_Task details_.
Filter the material below so that only lines containing "Railway" remain.

_Data_.
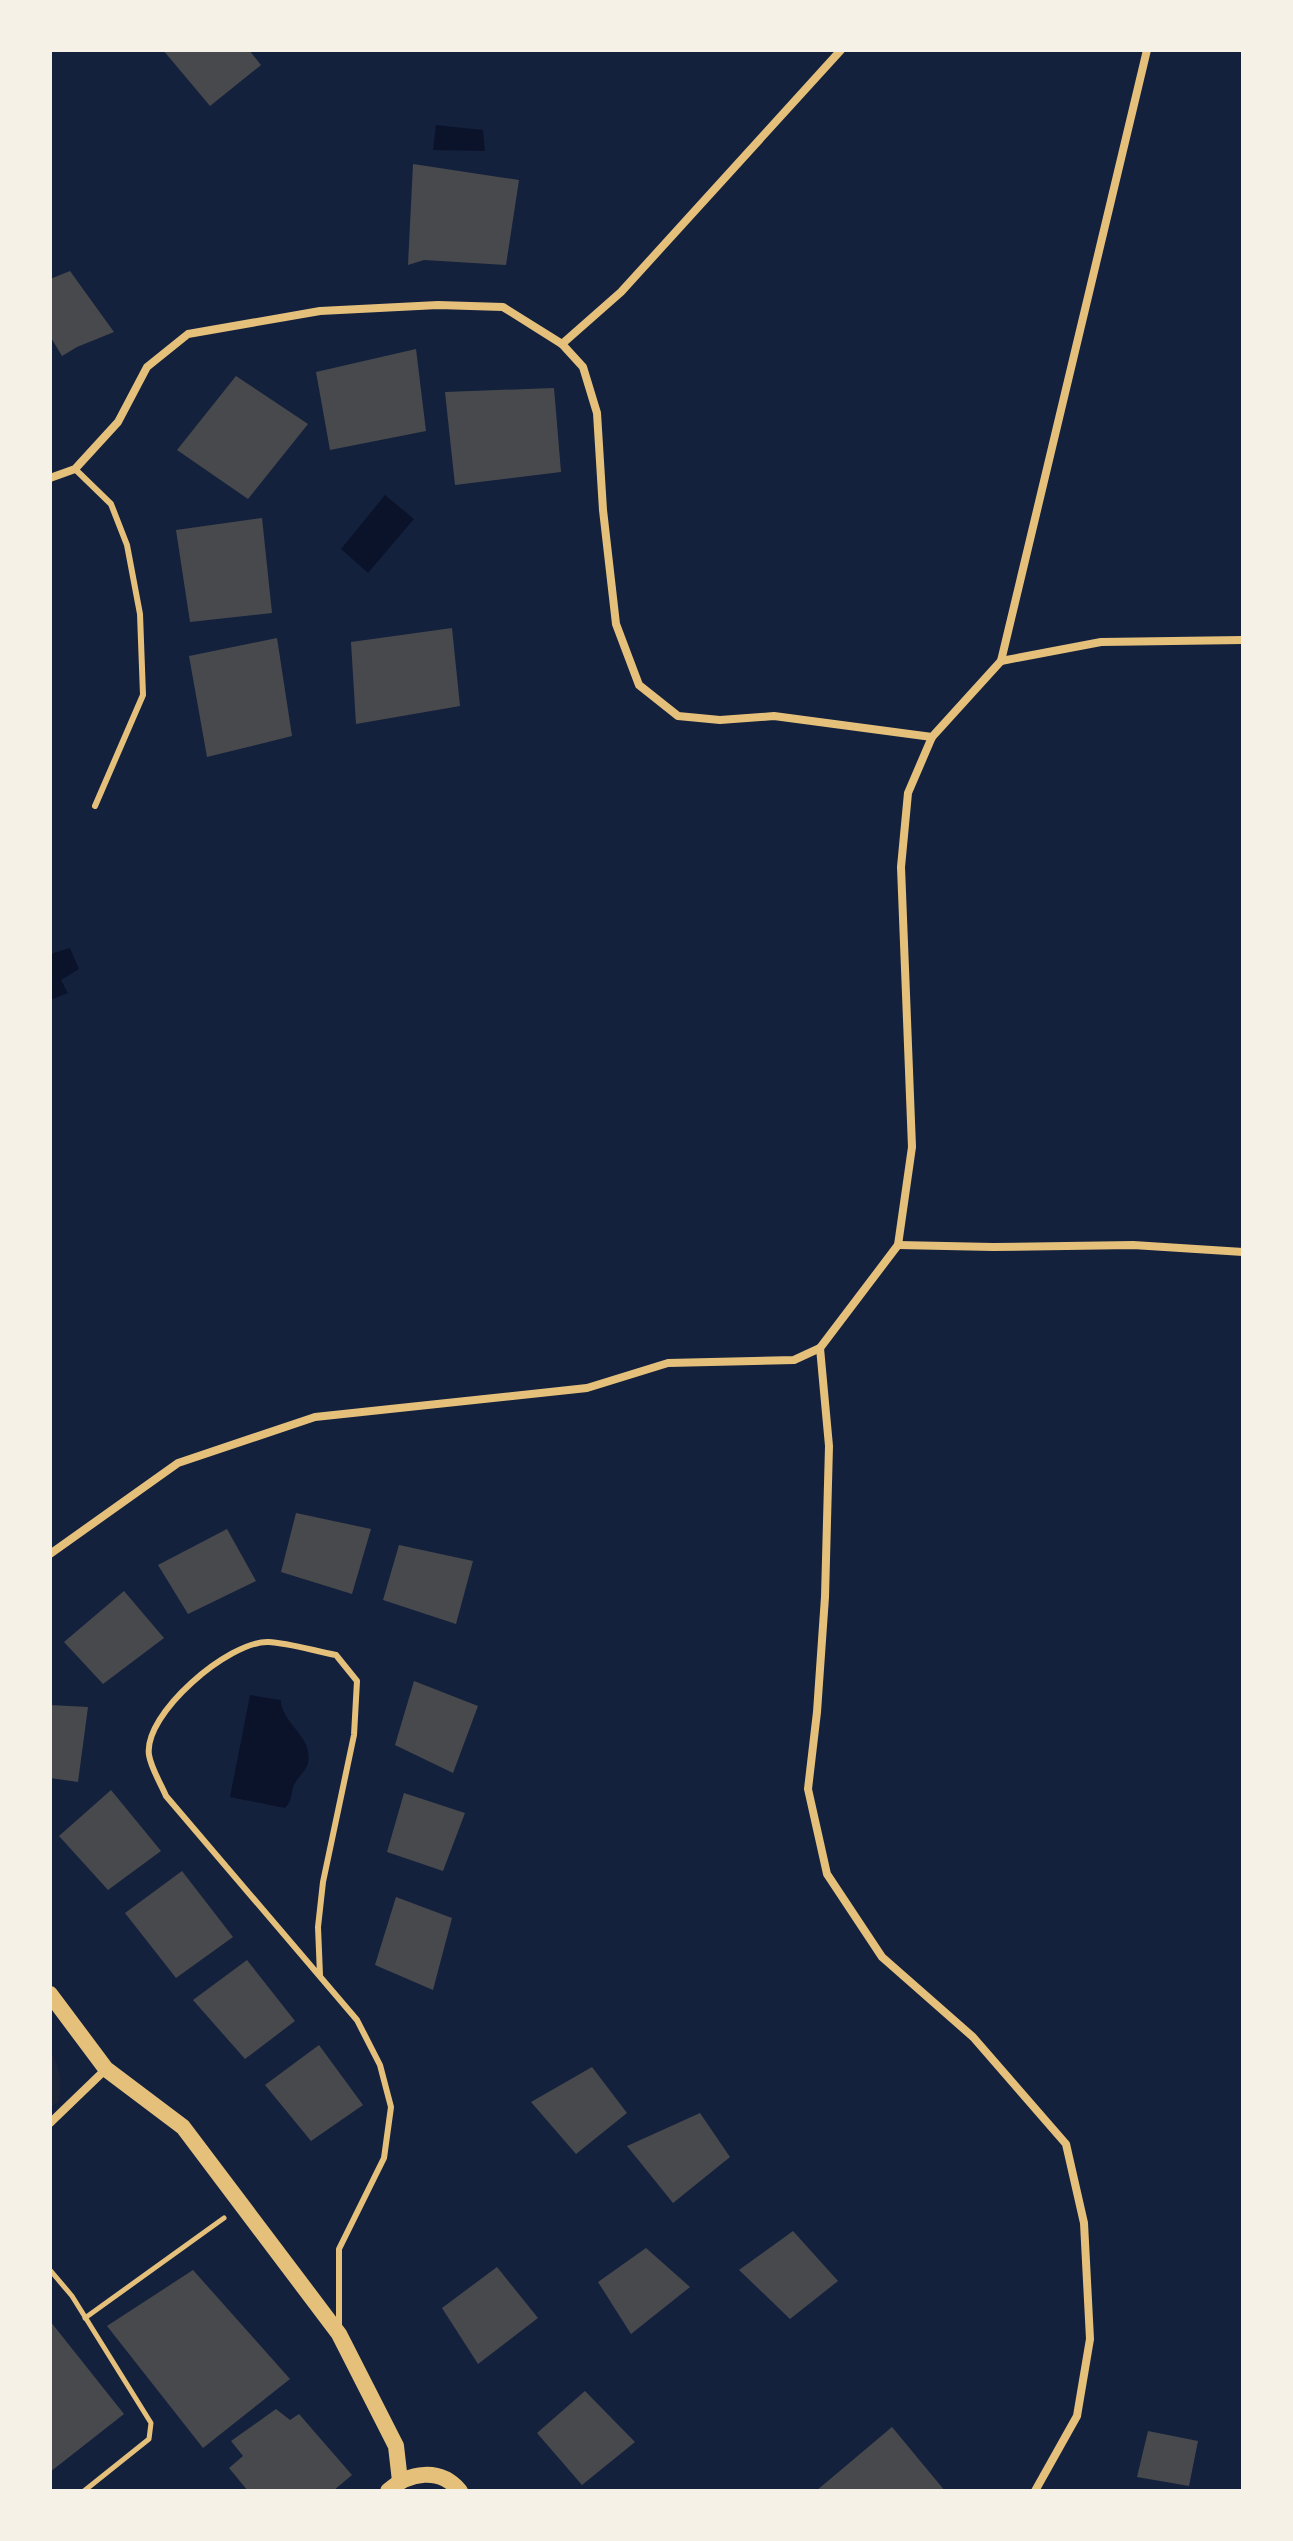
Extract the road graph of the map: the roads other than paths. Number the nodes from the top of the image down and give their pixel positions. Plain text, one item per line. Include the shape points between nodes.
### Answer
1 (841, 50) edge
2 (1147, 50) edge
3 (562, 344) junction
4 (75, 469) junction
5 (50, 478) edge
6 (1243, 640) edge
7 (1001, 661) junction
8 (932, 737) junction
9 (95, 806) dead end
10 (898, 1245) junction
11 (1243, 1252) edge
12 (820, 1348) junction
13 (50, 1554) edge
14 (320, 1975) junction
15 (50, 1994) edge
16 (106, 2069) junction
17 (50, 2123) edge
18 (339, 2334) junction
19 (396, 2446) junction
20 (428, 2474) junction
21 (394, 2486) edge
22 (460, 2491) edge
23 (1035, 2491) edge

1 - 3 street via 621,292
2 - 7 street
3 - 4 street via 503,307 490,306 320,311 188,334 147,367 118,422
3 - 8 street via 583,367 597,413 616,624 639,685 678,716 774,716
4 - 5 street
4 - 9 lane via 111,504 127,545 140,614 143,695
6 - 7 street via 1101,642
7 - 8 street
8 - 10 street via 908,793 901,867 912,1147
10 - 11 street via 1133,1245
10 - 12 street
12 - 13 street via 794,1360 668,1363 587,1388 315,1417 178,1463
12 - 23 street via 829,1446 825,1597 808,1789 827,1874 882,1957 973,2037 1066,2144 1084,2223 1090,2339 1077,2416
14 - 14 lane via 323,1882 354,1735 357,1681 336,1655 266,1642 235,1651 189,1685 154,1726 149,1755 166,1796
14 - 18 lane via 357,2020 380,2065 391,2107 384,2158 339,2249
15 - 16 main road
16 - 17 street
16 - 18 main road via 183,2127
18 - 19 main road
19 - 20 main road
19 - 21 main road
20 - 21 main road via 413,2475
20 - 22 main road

==

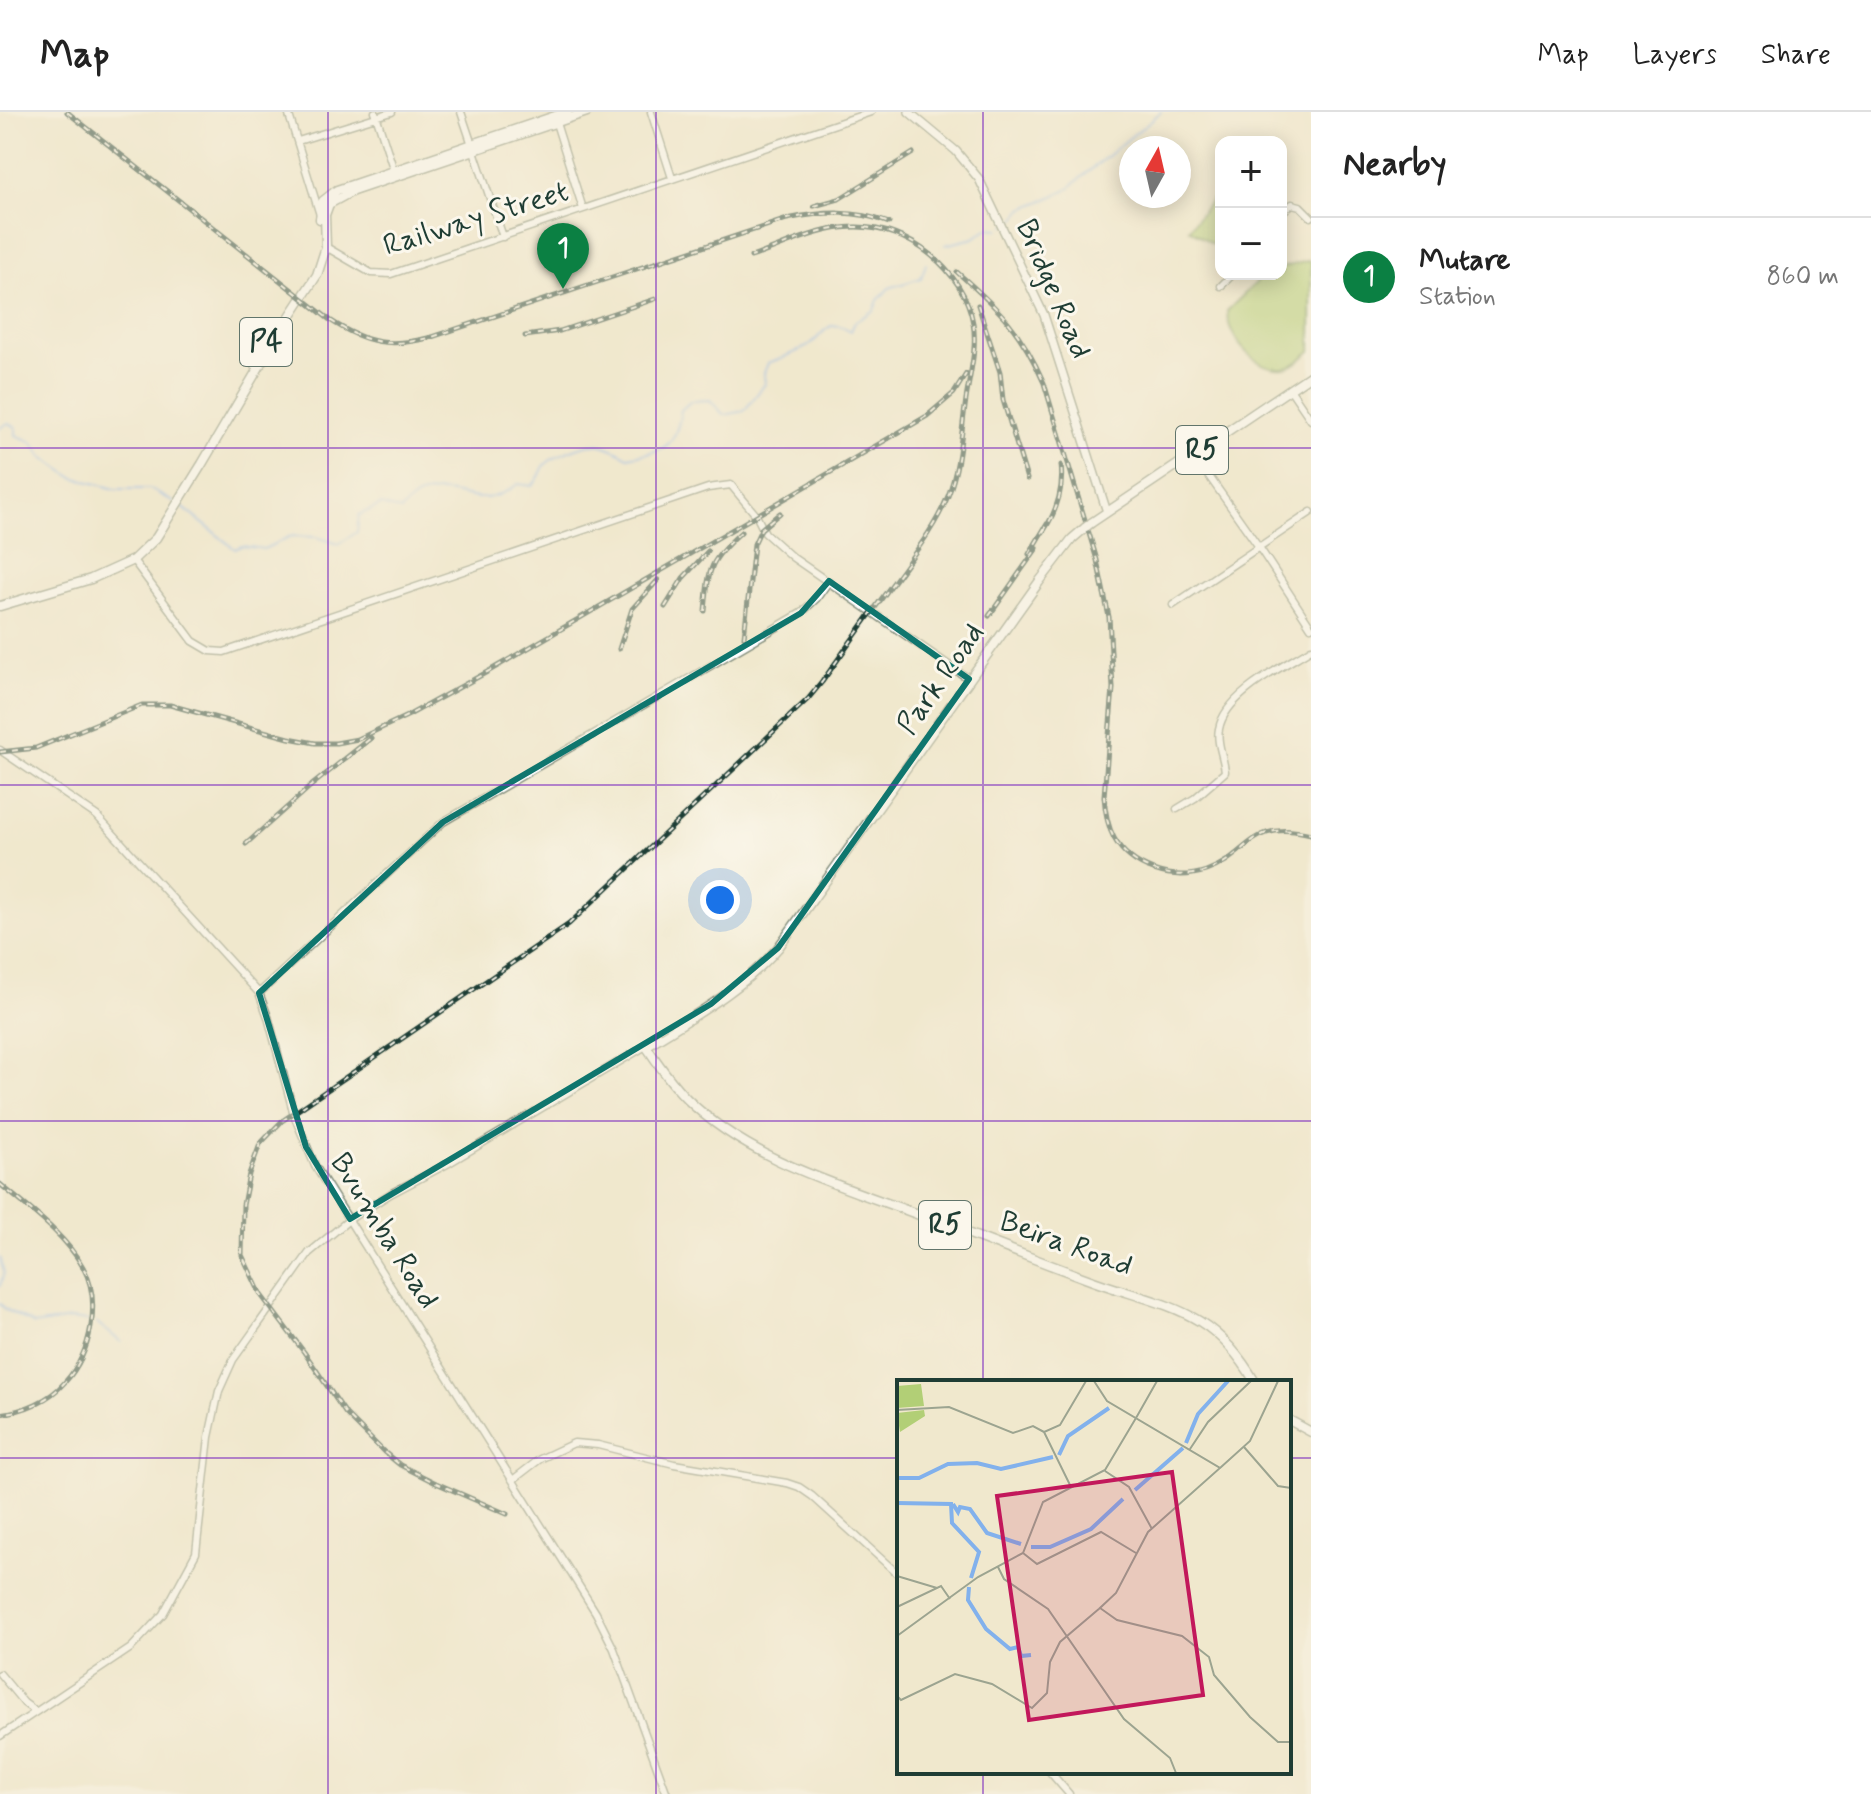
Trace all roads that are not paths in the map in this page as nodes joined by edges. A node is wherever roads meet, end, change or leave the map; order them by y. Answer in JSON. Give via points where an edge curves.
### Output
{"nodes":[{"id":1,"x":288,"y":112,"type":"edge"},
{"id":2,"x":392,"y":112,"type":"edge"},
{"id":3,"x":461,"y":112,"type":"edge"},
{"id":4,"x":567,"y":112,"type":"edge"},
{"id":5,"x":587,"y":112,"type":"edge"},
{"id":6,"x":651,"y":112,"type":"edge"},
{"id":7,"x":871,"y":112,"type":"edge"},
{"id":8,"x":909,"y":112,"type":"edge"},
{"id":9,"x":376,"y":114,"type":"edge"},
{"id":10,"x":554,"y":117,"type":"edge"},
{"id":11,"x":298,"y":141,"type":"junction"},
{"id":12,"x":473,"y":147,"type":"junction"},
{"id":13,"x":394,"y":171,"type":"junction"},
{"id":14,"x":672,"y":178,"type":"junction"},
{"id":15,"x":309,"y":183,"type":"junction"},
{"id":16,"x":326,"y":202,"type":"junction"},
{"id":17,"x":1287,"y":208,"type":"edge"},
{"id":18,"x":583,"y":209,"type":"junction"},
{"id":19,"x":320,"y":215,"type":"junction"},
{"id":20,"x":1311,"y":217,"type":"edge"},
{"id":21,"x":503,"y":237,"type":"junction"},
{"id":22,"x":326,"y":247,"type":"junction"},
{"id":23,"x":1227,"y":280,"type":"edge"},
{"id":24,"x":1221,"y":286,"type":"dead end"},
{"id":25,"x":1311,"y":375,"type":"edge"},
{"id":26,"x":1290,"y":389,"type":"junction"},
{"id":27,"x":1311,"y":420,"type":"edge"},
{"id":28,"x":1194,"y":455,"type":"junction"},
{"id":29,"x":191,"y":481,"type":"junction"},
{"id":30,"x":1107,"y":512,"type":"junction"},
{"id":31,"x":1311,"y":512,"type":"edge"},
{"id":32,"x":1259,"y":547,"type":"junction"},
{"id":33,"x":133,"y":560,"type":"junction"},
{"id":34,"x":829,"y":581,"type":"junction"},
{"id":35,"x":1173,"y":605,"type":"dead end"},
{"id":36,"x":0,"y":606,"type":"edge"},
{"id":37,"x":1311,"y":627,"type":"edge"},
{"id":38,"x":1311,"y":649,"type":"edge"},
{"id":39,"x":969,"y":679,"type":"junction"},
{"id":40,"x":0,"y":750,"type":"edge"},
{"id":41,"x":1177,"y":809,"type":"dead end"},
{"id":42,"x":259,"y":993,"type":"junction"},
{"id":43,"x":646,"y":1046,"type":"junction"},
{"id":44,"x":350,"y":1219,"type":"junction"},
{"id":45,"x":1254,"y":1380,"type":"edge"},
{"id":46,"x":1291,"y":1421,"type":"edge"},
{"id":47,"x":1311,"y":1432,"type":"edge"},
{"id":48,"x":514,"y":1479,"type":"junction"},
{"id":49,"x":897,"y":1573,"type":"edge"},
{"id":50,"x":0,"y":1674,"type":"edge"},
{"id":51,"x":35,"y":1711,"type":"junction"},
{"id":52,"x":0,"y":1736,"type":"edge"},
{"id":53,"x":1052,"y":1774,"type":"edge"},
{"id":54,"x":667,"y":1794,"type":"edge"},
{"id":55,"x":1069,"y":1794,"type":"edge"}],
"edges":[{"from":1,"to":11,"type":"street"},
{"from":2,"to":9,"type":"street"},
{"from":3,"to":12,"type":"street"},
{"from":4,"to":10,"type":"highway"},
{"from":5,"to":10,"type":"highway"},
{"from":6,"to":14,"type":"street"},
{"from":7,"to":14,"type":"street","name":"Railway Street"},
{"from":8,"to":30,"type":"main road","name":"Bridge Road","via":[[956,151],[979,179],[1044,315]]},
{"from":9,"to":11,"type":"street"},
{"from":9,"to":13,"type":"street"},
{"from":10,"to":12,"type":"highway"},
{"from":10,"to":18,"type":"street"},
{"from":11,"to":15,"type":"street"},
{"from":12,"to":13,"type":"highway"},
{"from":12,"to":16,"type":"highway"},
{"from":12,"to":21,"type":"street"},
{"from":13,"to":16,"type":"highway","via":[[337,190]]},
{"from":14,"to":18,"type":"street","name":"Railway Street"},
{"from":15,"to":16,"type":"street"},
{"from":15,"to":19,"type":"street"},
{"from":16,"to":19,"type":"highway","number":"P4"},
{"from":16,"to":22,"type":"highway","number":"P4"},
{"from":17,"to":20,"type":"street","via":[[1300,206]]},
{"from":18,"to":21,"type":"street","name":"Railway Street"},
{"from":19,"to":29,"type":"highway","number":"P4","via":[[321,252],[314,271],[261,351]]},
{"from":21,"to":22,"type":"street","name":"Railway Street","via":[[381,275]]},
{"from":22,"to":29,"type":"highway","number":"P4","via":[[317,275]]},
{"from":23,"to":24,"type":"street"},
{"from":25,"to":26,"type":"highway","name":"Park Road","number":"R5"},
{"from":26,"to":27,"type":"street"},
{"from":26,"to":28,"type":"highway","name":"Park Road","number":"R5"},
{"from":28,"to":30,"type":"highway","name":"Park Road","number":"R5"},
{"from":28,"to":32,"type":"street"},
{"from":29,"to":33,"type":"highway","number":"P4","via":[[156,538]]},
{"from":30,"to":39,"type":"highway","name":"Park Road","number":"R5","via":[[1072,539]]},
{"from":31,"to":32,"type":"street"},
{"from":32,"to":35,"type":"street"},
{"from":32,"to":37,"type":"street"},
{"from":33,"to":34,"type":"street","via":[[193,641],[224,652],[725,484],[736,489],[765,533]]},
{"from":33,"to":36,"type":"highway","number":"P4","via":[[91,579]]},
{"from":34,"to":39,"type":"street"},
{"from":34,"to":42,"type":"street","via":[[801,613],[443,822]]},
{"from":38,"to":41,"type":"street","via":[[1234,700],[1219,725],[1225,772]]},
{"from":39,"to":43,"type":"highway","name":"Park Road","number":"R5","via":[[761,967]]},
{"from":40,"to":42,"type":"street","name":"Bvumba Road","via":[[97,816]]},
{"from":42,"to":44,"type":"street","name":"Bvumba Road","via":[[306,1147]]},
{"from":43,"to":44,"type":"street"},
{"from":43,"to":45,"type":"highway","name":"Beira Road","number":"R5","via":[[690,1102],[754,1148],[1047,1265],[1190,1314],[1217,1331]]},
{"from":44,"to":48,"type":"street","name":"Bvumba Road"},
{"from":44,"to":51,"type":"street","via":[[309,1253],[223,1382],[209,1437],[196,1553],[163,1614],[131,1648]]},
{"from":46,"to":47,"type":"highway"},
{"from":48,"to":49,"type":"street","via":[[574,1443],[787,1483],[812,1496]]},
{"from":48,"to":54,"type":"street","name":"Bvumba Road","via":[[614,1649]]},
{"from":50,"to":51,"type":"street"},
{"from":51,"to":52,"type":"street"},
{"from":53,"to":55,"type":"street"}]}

_Exercise response_.
{"from":7,"to":14,"type":"street","name":"Railway Street"},
{"from":14,"to":18,"type":"street","name":"Railway Street"},
{"from":18,"to":21,"type":"street","name":"Railway Street"},
{"from":21,"to":22,"type":"street","name":"Railway Street","via":[[381,275]]},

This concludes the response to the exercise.